Vaynerchuk spoke about how he sees the stark difference between disruption and distribution and has yet managed to find a way to balance the both.

Disrupt or Someone Else will Disrupt You

In most of his talks and appearances, Vaynerchuk has spoken about building a sustainable business that lasts. This requires start-ups to scale and that too, with speed. But in an era of disruption, for start-ups to find a balance between disruption and distribution is a difficult task. Most start-ups give up on the disruption aspect when it comes to first finding consumers for their product.

While this is the popular belief, Vaynerchuk begs to differ. "Distribution and disruption are in very different places. Disruption is a thesis of how you look at the opportunity for your boss. You are either going to disrupt or someone else is going to disrupt you, or you start from scratch and will disrupt someone. There are only two groups – the incumbents and the newcomers. The newcomers want to disrupt something the incumbent has and that's where the opportunity is.

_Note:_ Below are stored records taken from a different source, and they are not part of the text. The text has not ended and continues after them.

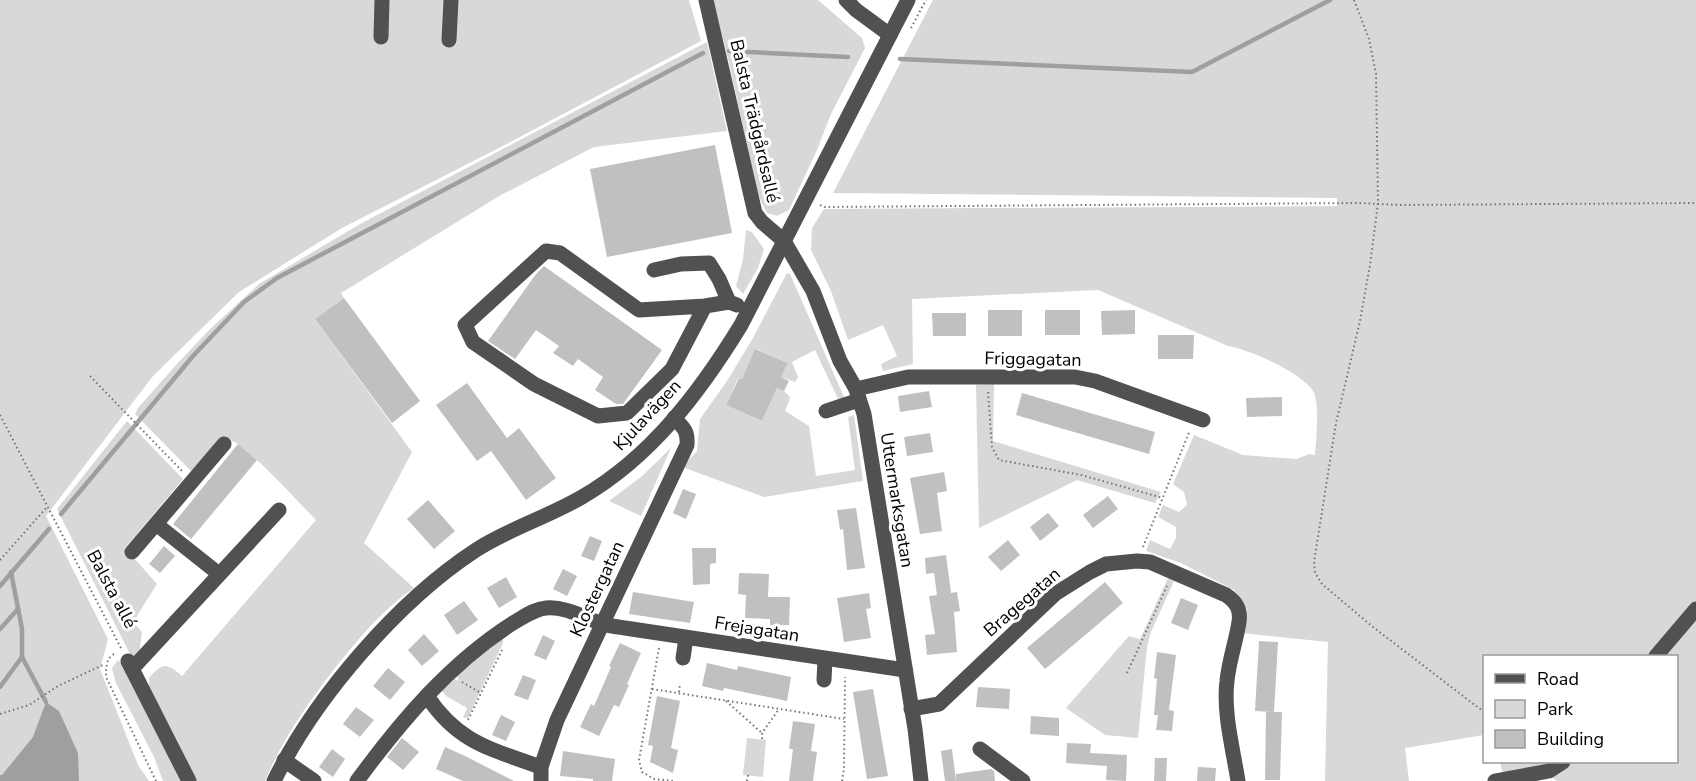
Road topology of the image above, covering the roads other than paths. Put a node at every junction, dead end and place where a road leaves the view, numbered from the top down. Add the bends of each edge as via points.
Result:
1 (382, 0) edge
2 (451, 0) edge
3 (706, 0) edge
4 (846, 0) edge
5 (908, 0) edge
6 (890, 36) junction
7 (381, 37) dead end
8 (449, 40) dead end
9 (784, 241) junction
10 (654, 270) dead end
11 (729, 302) junction
12 (705, 306) junction
13 (748, 310) junction
14 (857, 394) junction
15 (826, 411) dead end
16 (674, 418) junction
17 (1199, 419) road end
18 (224, 444) dead end
19 (279, 510) dead end
20 (156, 524) junction
21 (132, 552) dead end
22 (219, 574) junction
23 (1696, 609) edge
24 (603, 624) junction
25 (686, 638) junction
26 (1658, 655) edge
27 (683, 658) dead end
28 (825, 659) junction
29 (905, 670) junction
30 (824, 680) dead end
31 (427, 696) junction
32 (912, 709) junction
33 (980, 749) dead end
34 (284, 760) junction
35 (1561, 763) edge
36 (542, 774) edge
37 (189, 781) edge
38 (274, 781) edge
39 (314, 781) edge
40 (357, 781) edge
41 (921, 781) edge
42 (1023, 781) edge
43 (1238, 781) edge
44 (1495, 781) edge

1 - 7 street
2 - 8 street
3 - 9 street, Balsta Trädgårdsallé via 755,213
4 - 6 street
5 - 6 street, Kjulavägen
6 - 9 street, Kjulavägen
9 - 13 street, Kjulavägen
9 - 14 street, Uttermarksgatan via 813,291
10 - 11 street via 709,263
11 - 12 street
11 - 13 street
12 - 12 street via 639,310 560,253 546,251 465,325 473,342 534,384 598,416 627,413 672,369
13 - 16 street, Kjulavägen via 718,363
14 - 15 street, Friggagatan
14 - 17 street, Friggagatan via 908,377 1084,378
14 - 29 street, Uttermarksgatan via 864,414
16 - 24 street, Klostergatan via 685,429 687,445
16 - 34 street, Kjulavägen via 621,471 583,496 477,549 399,612 327,696
18 - 20 street
19 - 22 street
20 - 21 street
20 - 22 street
22 - 37 street via 127,660
23 - 26 street
24 - 25 street, Frejagatan
24 - 31 street, Frejagatan via 560,609 535,610 475,650
24 - 36 street, Klostergatan via 557,720
25 - 27 street
25 - 28 street, Frejagatan
28 - 29 street, Frejagatan
28 - 30 street
29 - 32 street, Uttermarksgatan
31 - 36 street via 462,734
31 - 40 street, Frejagatan
32 - 41 street, Uttermarksgatan
32 - 43 street, Bragegatan via 939,704 1064,588 1106,564 1150,562 1226,595 1239,610 1226,683
33 - 42 street
34 - 38 street, Kjulavägen
34 - 39 street
35 - 44 street via 1549,771

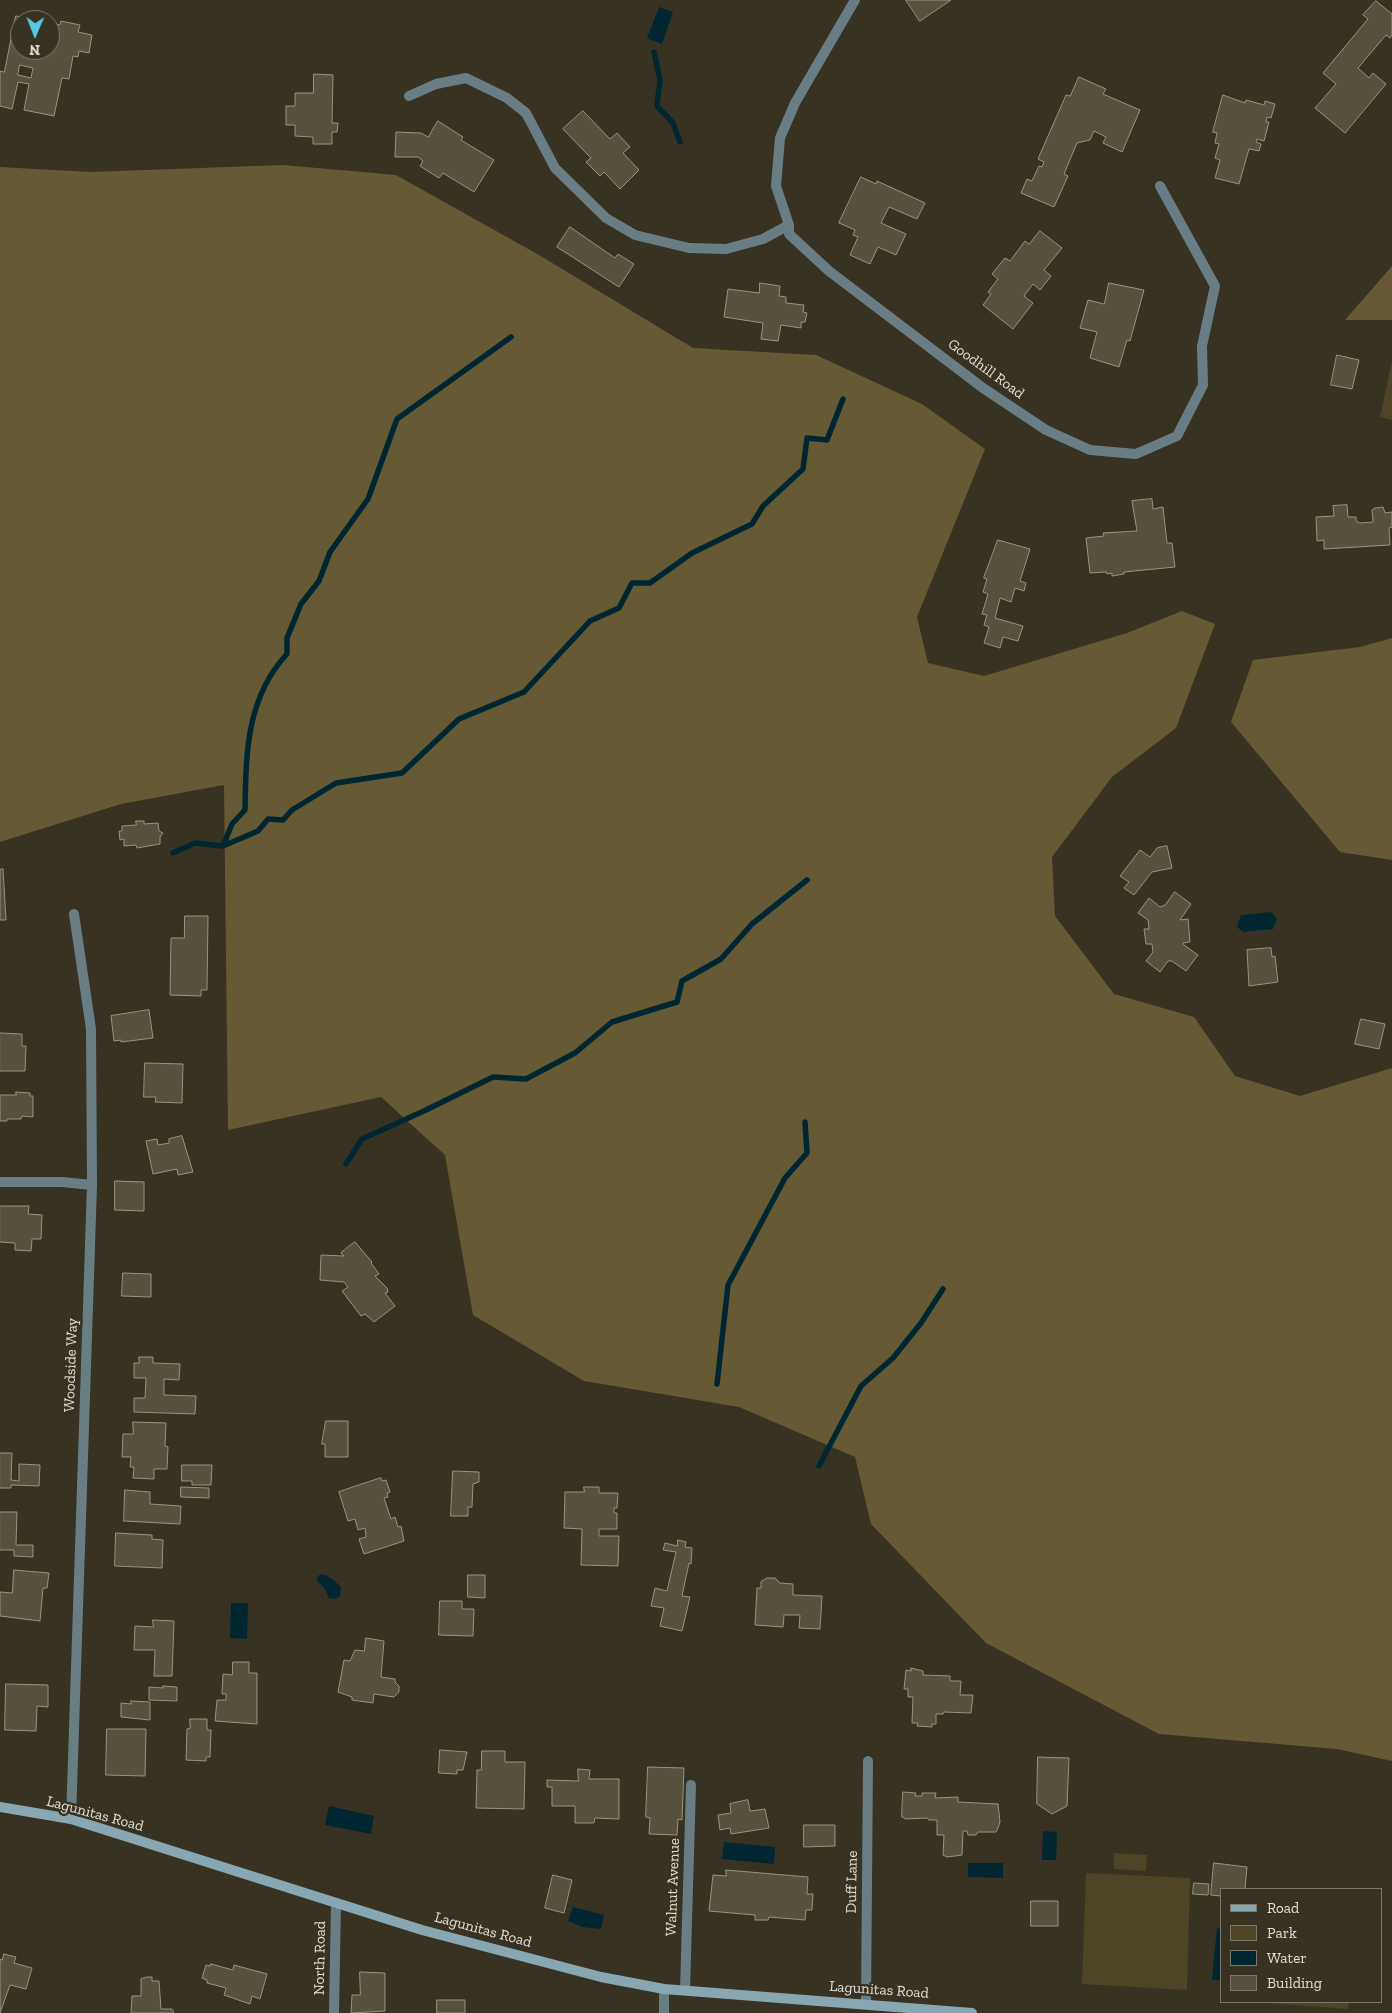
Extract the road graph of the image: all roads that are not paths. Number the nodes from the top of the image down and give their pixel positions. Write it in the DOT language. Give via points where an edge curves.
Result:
graph roads {
  1 [pos="855,0"];
  2 [pos="409,96"];
  3 [pos="1160,186"];
  4 [pos="790,225"];
  5 [pos="74,914"];
  6 [pos="0,1182"];
  7 [pos="92,1186"];
  8 [pos="868,1761"];
  9 [pos="691,1785"];
  10 [pos="0,1807"];
  11 [pos="71,1820"];
  12 [pos="336,1903"];
  13 [pos="664,1989"];
  14 [pos="685,1990"];
  15 [pos="866,2004"];
  16 [pos="334,2013"];
  17 [pos="664,2013"];
  18 [pos="972,2013"];
  1 -- 4 [label="street, Goodhill Road" via="795,103 780,138 776,186"];
  2 -- 4 [label="street" via="436,84 466,78 507,98 526,113 555,168 606,218 634,235 689,248 726,249 763,239"];
  3 -- 4 [label="street, Goodhill Road" via="1215,286 1202,346 1203,385 1177,436 1136,454 1090,450 1046,430 983,388 829,271 789,234"];
  5 -- 7 [label="street, Woodside Way" via="91,1028"];
  6 -- 7 [label="street" via="62,1182"];
  7 -- 11 [label="street, Woodside Way"];
  8 -- 15 [label="street, Duff Lane"];
  9 -- 14 [label="street, Walnut Avenue"];
  10 -- 11 [label="street, Lagunitas Road"];
  11 -- 12 [label="street, Lagunitas Road"];
  12 -- 13 [label="street, Lagunitas Road" via="422,1930 582,1972"];
  12 -- 16 [label="street, North Road"];
  13 -- 14 [label="street, Lagunitas Road"];
  13 -- 17 [label="street"];
  14 -- 15 [label="street, Lagunitas Road"];
  15 -- 18 [label="street, Lagunitas Road"];
}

The biggest problem with incumbents is that they are not willing to disrupt themselves 99 out of 100 times, which is why we have what we have."

Your Business, Your Distribution

Vaynerchuk believes that distribution is completely different from disruption. Building your business, you need to know about all of its aspects and bring about a stronghold. You may have built a product that will disrupt the market, but if you don't know how to take it to the market, the product fails.

"Disruption is a thesis, distribution is currency. So, the best thing in the world is that the product or service you're providing is disrupting and also alludes to bringing more value to the end-consumer than what they're offered today. This automatically puts you in a good situation. You have to be great at distribution and should understand that there could be better things than what you're doing now. Creating a better way to clean people's clothes is disrupting it, but if nobody knows here how that can be implemented through distribution it is not going to matter," he said.

Find the Balance, Sustain it

From a man who has scaled his family's wine business to who has identified the disruption in some of the top tech companies in the world, Vaynerchuk has done it all. "Be blindly religious about being great at distribution and disruption. That's what I have done. Wine has been disrupted. Everyone was selling wine at the local stores, and I wanted to ship it to you from FedEx, UPS and DHL. And I did that in 1996, when everyone told me that internet was a fad and nobody will buy wine on the internet," he said.

He is an advisor to companies like Uber, Snapchat, Facebook, Twitter and Tumblr, among others. With his own companies Vaynermedia and VaynerX too, he has shown disruption while distributing his product amongst the right audience. Having identified the internet and its uses to his advantage very early on, Vaynerchuk believes in the Web and its power.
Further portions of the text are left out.